The published protocol now carries a prominent correction.
*********

A 90-Minute Training Session

The new study, dubbed PRINCE Primary, is premised on the notion that GPs can learn in a 90-minute session how to redirect the cognitive processes of patients with PPS. For the study, 18 GP practices, each including multiple physicians, were randomized to receive the training or not—eight received it, and ten did not. Patients registered with the practices receiving the training were given resources, like self-help materials, that presented information about the development and treatment of PPS, per the notions of the investigators. In addition to the intervention, the patients in these practices received standard treatment, known as “treatment as usual.” The patients in the other practices were offered only treatment as usual.
The underlying hypothesis is essentially the same hypothesis underlying the approach of the ideological brigades to conditions with no identified organic etiology, including irritable bowel syndrome, ME/CFS, and others. As usual, the investigators trot out their triple-P schema of “predisposing,” “precipitating,” and “perpetuating” factors for these chronic illnesses, with perpetuating factors including such constructs as fear of engaging in activity and an excessive focus on symptoms. Per the hypothesis, changing those cognitions and/or behaviors will help patients find a path toward resumption of normal activities.

In this paper, the investigators once again base their argument on the prevalence of PPS. Here is their first paragraph:

Medically unexplained symptoms (MUS), otherwise referred to as persistent physical symptoms (PPS), cannot be explained by organic pathology after medical examinations. The prevalence of PPS in primary care is high, ranging between approximately 11 and 65%.

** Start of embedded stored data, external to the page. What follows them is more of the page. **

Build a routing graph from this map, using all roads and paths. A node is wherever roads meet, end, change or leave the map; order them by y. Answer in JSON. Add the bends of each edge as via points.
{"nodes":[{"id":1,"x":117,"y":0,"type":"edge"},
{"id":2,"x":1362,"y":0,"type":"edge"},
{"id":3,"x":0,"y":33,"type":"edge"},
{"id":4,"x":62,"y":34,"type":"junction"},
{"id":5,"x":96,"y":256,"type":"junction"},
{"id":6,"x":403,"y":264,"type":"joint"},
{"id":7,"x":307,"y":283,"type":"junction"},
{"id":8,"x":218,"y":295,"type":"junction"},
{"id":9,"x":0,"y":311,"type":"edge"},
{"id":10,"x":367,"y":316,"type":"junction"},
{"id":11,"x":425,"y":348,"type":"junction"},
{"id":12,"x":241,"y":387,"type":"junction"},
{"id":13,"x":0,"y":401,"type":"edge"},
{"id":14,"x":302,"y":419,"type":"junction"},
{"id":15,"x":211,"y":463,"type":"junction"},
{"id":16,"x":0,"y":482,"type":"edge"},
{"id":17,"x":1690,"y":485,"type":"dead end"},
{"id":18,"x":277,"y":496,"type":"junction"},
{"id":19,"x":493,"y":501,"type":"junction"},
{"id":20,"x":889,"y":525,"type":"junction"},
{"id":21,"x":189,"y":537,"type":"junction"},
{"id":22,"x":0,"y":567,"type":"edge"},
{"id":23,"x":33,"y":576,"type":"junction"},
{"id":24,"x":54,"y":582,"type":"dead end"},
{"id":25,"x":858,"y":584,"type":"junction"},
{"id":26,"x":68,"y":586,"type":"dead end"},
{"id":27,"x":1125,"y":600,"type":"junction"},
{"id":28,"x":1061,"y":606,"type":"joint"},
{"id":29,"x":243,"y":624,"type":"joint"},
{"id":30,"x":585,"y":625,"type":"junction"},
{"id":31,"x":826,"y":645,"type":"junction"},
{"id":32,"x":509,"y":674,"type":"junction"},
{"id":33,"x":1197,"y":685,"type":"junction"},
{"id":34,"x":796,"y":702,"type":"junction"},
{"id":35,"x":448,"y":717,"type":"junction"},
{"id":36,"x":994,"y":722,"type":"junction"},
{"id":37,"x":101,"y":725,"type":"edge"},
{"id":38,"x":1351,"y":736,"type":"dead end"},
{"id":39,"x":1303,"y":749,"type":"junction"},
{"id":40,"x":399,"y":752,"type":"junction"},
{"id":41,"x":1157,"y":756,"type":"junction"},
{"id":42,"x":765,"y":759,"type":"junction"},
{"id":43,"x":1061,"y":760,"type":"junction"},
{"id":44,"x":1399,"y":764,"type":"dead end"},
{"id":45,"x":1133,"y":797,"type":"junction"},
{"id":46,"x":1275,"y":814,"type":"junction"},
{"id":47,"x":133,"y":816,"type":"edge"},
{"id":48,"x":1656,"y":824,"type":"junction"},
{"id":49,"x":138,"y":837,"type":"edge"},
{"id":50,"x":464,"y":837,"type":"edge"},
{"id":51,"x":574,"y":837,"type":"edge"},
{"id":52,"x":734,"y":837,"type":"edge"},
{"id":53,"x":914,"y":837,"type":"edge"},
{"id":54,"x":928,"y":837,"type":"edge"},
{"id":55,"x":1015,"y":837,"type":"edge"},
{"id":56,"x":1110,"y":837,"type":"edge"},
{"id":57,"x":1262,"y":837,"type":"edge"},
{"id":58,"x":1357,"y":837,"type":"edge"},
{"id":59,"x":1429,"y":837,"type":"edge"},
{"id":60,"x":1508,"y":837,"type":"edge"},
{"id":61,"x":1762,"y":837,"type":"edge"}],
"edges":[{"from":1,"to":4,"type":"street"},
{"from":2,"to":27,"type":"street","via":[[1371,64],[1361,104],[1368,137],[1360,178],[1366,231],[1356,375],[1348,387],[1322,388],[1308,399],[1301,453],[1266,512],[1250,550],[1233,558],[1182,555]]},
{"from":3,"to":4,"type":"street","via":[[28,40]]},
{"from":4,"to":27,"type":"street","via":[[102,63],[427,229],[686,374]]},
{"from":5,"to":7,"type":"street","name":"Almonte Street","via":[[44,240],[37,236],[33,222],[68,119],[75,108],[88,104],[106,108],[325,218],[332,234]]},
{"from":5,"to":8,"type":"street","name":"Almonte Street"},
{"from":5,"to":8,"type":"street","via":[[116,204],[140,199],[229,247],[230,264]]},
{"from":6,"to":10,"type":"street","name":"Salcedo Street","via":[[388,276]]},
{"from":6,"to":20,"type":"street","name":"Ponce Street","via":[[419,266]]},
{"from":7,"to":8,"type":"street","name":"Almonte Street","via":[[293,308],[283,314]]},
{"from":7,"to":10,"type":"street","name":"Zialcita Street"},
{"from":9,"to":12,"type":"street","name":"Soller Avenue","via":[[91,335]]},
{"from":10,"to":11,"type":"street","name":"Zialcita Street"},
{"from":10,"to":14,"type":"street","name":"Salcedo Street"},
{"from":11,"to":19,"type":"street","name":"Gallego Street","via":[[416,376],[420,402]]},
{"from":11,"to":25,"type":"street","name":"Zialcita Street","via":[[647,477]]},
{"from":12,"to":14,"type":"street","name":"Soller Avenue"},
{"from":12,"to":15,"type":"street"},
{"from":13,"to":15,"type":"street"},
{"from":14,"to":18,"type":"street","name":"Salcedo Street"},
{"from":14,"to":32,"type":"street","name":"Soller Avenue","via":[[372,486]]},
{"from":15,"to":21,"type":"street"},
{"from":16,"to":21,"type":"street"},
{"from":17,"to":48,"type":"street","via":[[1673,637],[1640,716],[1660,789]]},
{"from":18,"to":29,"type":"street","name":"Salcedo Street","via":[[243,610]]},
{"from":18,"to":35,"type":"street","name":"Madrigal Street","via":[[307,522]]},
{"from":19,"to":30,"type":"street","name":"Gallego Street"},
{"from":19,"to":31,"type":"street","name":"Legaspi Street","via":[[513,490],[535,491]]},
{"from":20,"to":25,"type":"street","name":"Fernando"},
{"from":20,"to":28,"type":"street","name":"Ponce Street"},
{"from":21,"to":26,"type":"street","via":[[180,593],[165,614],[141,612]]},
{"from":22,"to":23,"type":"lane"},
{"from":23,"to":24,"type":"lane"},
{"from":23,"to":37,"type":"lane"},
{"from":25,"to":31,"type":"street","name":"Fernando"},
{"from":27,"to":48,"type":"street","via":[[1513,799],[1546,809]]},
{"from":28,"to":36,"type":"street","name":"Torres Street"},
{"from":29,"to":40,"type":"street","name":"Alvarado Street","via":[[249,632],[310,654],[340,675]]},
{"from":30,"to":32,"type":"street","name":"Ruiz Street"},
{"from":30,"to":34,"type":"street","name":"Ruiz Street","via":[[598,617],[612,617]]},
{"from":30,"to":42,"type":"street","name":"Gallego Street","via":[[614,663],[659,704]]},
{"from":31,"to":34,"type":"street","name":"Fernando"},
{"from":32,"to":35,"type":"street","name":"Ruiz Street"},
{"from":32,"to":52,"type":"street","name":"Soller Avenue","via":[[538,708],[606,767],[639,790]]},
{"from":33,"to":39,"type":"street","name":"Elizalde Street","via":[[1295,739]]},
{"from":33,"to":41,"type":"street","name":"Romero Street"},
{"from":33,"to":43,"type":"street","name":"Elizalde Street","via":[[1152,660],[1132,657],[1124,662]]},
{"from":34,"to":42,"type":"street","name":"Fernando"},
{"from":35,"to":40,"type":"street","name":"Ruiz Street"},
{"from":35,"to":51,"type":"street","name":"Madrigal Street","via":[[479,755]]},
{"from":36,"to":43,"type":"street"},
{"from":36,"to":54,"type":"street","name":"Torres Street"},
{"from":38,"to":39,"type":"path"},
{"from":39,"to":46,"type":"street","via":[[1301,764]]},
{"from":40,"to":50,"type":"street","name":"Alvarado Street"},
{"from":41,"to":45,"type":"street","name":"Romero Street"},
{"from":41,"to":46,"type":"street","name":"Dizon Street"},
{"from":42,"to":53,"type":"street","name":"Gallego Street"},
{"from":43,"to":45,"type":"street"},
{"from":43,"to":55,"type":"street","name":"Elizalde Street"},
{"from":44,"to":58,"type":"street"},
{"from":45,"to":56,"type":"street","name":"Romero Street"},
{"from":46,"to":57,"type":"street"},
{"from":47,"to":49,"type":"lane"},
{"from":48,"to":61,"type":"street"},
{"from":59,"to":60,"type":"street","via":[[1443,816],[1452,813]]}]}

Let’s stop right there. The first sentence demonstrates the unproven assumptions driving this field of research. The fact is that patients relegated to these categories have conditions that have not been explained to date by organic pathology after medical examination by one or more clinicians. To say they “cannot be explained” by such pathology implies that no organic explanation exists and that those who conducted the medical examinations knew enough to exhaust all possibilities.